I recently participated in a webinar, and one of the questions I was asked made me think about a great first topic for this blog: What are the key drivers to keep an application and “lift and shift”?
If you’re in a company that has a plan to move to the cloud, you’ve probably been asked what it is going to take to move an existing application to the cloud. In one of my previous roles, our CIO gave us the mandate that we were going to move everything out of one of our expensive data centers to the cloud within two years, so I saw a lot of “lift and shift” requests. But not a single one of those requests resulted in a lift and shift.
Let’s review the benefits of running in the cloud and then see if we can characterize the types of applications that will run well in the cloud.
Benefits of the cloud
There are many benefits to running in the cloud, but for the purposes of this discussion, I would like to focus on just one: elasticity. The cloud has, for all practical purposes, infinite resources. We can run 10 instances, 100 instances or 1,000 instances, all with the click of a mouse or automated by a set of rules. The benefit to a company is that the cloud allows us to scale up to meet high demand and scale back down to conserve costs.
For example, an e-tailer may require 100 servers during the day and 20 servers at night, but it needs 500 servers on Black Friday (see figure 1).
When running in a traditional data center, you would need to build your environment to support the full Black Friday load, leaving most machines at 10 percent or less utilization for 95 percent of the year.
The cloud allows us to avoid this by paying only for the resources that we use, but it means we need to size our environment correctly at all times, otherwise we will overpay for resources we do not use.

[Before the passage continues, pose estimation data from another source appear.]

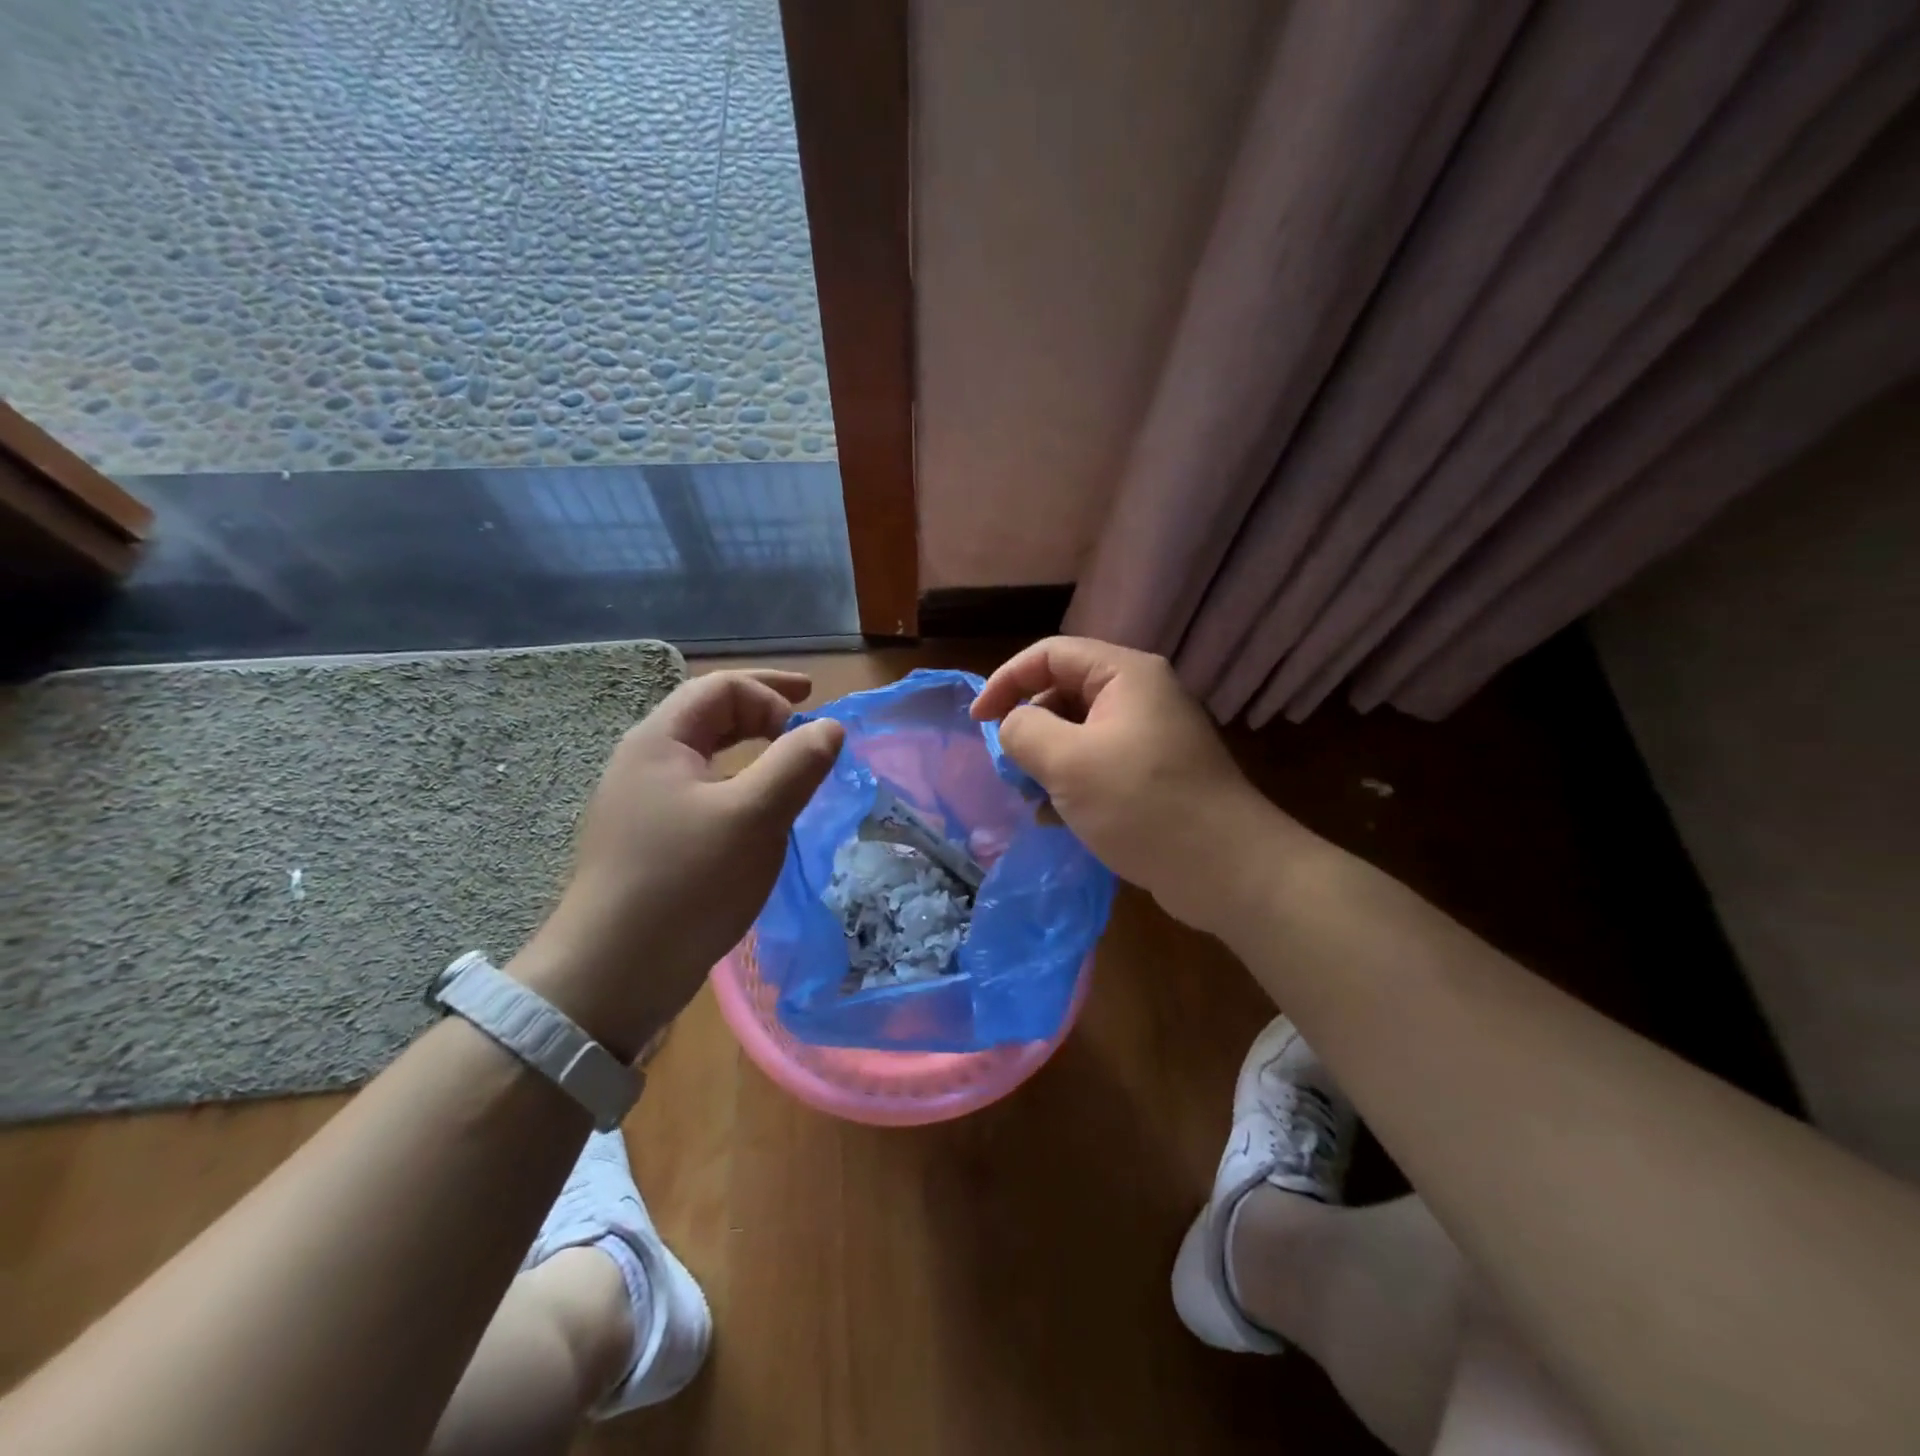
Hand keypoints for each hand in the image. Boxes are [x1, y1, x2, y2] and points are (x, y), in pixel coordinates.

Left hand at [511, 670, 843, 1056]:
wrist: (612, 975)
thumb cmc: (686, 883)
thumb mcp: (754, 817)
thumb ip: (797, 764)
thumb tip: (830, 728)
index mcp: (660, 741)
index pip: (722, 688)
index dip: (773, 694)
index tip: (814, 724)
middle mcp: (644, 763)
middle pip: (709, 715)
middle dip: (763, 710)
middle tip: (807, 715)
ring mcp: (642, 806)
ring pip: (706, 758)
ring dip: (752, 750)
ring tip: (790, 764)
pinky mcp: (649, 843)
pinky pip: (702, 794)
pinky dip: (739, 787)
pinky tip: (758, 817)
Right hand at [972, 637, 1304, 930]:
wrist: (1227, 869)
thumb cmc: (1142, 805)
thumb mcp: (1068, 763)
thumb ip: (1024, 731)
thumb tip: (1013, 725)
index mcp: (1126, 675)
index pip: (1050, 654)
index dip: (1007, 681)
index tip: (978, 721)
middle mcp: (1141, 695)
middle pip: (1065, 691)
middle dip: (1030, 725)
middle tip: (1009, 766)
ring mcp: (1151, 736)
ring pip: (1080, 732)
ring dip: (1048, 759)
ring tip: (1032, 796)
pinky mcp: (1155, 774)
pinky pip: (1100, 763)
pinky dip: (1073, 782)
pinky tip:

Applications that run well on the cloud
So, what type of application runs well in the cloud? We can identify a few different criteria for applications that are well suited to run in the cloud:
- Horizontally scalable
- Fast startup times
- Resiliency to servers coming and going at will
First, applications must be horizontally scalable, meaning a single instance can service a small number of requests but thousands of instances can service a large number of requests. To do this, applications need to be architected for scalability. That means services must be stateless. At any given time, any service running on any machine can handle a user request.
Consider a service that returns a “page” of data from a database. We could implement this in a couple ways:
- Execute a query to the database and maintain a row cursor that points to the result set. When the user makes a subsequent request, we use that row cursor to retrieve the next page of data.
- Build the query in such a way that we can retrieve an arbitrary page of data, based solely on input parameters.
The former approach maintains state in the service, which means the user’s request must be directed to that specific service. If the service is scaled down, then the user is out of luck. The latter approach does not maintain state and allows any service to satisfy the user’s request. It is a contrived example, but many applications running in an on-premises data center are implemented with the former approach and will simply not work well in an elastic environment.
Applications also need to startup quickly. The value in elasticity is that it allows us to quickly add instances to meet a change in user demand. If an application takes 15 minutes to start up, then it will be too late to the game to help alleviate the load.
Finally, applications need to be resilient to instances scaling down. We always give instances time to complete their requests before shutting them down, but we cannot count on any server being available from request to request.
Lifting and shifting applications
It has been my experience that applications that have been implemented in a microservices architecture are prime candidates to move to the cloud, but moving traditionally architected applications is only going to create problems. If you try, you are going to find yourself recreating your data center topology in the cloud, which will both be more expensive than you anticipate and won’t give you the elastic benefit that the cloud provides.